La función ejecutiva implica un control cognitivo de alto nivel que apoya las actividades de la vida diaria. La literatura ha demostrado que una sola sesión de ejercicio que involucra la activación muscular voluntaria (es decir, ejercicio activo) mejora la función ejecutiva y que el aumento del flujo sanguíneo cerebral (FSC) puede contribuir a este beneficio.

Sin embargo, se desconoce si el ejercicio no voluntario (es decir, el ejercicio pasivo) en el que las extremidades de un individuo se mueven a través de una fuerza externa provoca un beneficio similar en la función ejecutiva. Este es un problema importante dado que el impulso propioceptivo y de retroalimentación del ejercicio pasivo aumenta el CBF independientemente de las demandas metabólicas del ejercicio activo.

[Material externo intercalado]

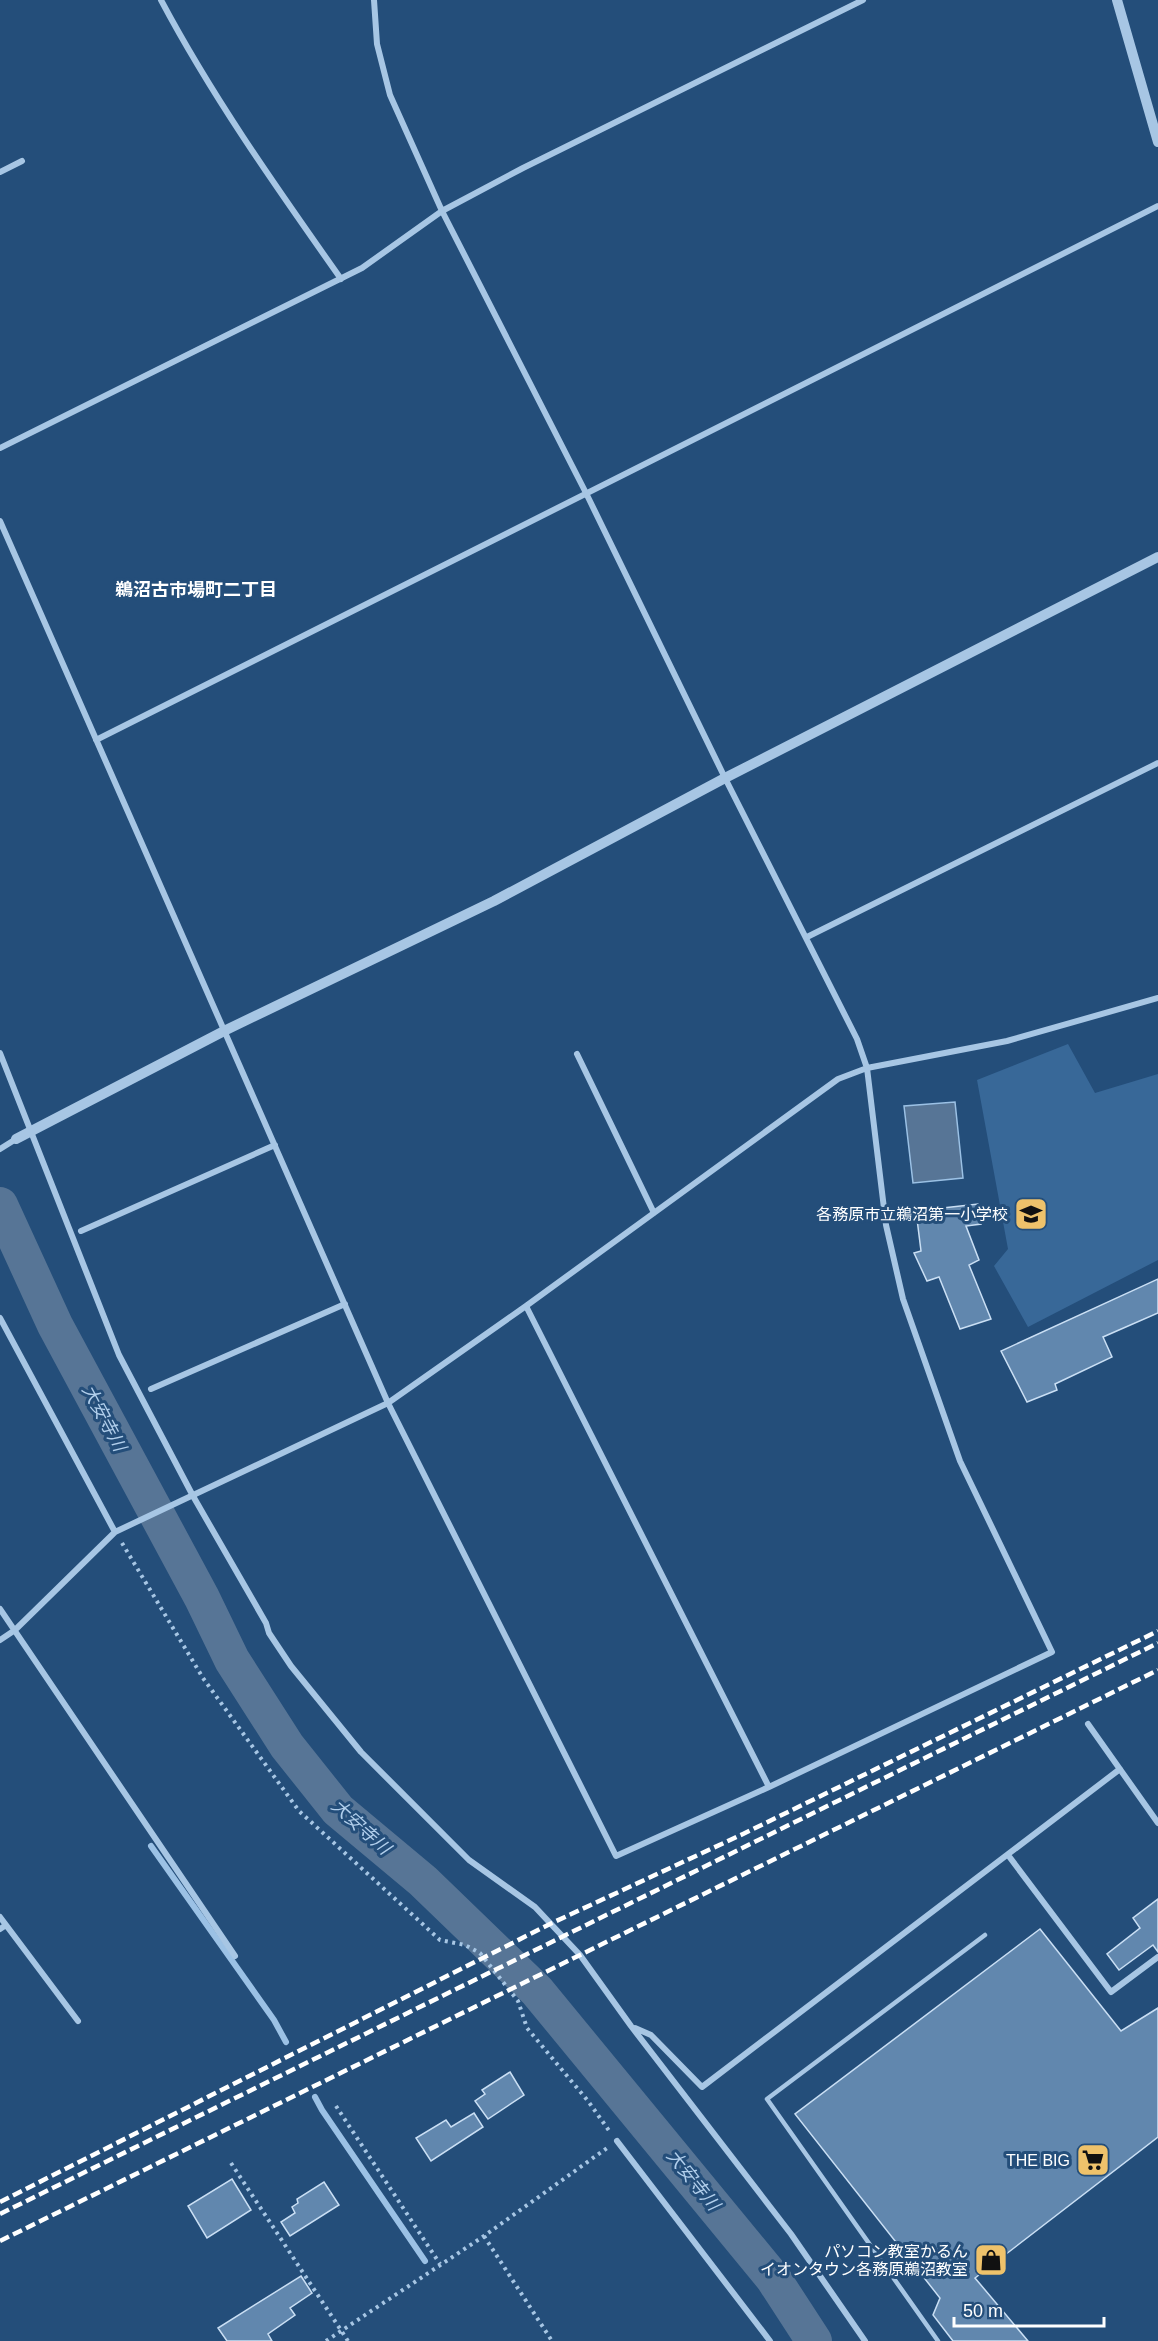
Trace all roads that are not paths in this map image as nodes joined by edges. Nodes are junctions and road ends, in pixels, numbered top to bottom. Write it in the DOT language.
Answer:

Aquí, en una validación procesal los participantes (norte = 2) usaron un cicloergómetro para realizar ejercicios separados activos y pasivos (a través de volantes accionados mecánicamente) durante 20 min y una condición de control sin ejercicio. La electromiografía mostró que el ejercicio pasivo no aumentó la activación del músculo agonista ni aumentó las variables ventilatorias o de intercambio de gases (es decir, VO máx.2 y VCO2).

En un experimento principal los participantes (norte = 28) realizaron el mismo ejercicio y condiciones de control y la ecografía Doppler transcraneal mostró que el ejercicio activo y pasivo (pero no la condición de control) aumentó el FSC a través de la arteria cerebral media (páginas < .001); aunque la magnitud fue menor durante el ejercicio pasivo.

En particular, los tiempos de reacción antisacádicos antes e inmediatamente después de cada condición mostraron que el activo (página < .001) y pasiva (página = 0,034) el entrenamiento mejoró una medida oculomotora de la función ejecutiva, mientras que no se observó ningún beneficio en la condición de control (página= 0,85).

En consecuencia, los resultados demuestran que el ejercicio pasivo “aumenta” una medida oculomotora de la función ejecutiva y respalda la evidencia convergente de que el aumento del CBF media este beneficio.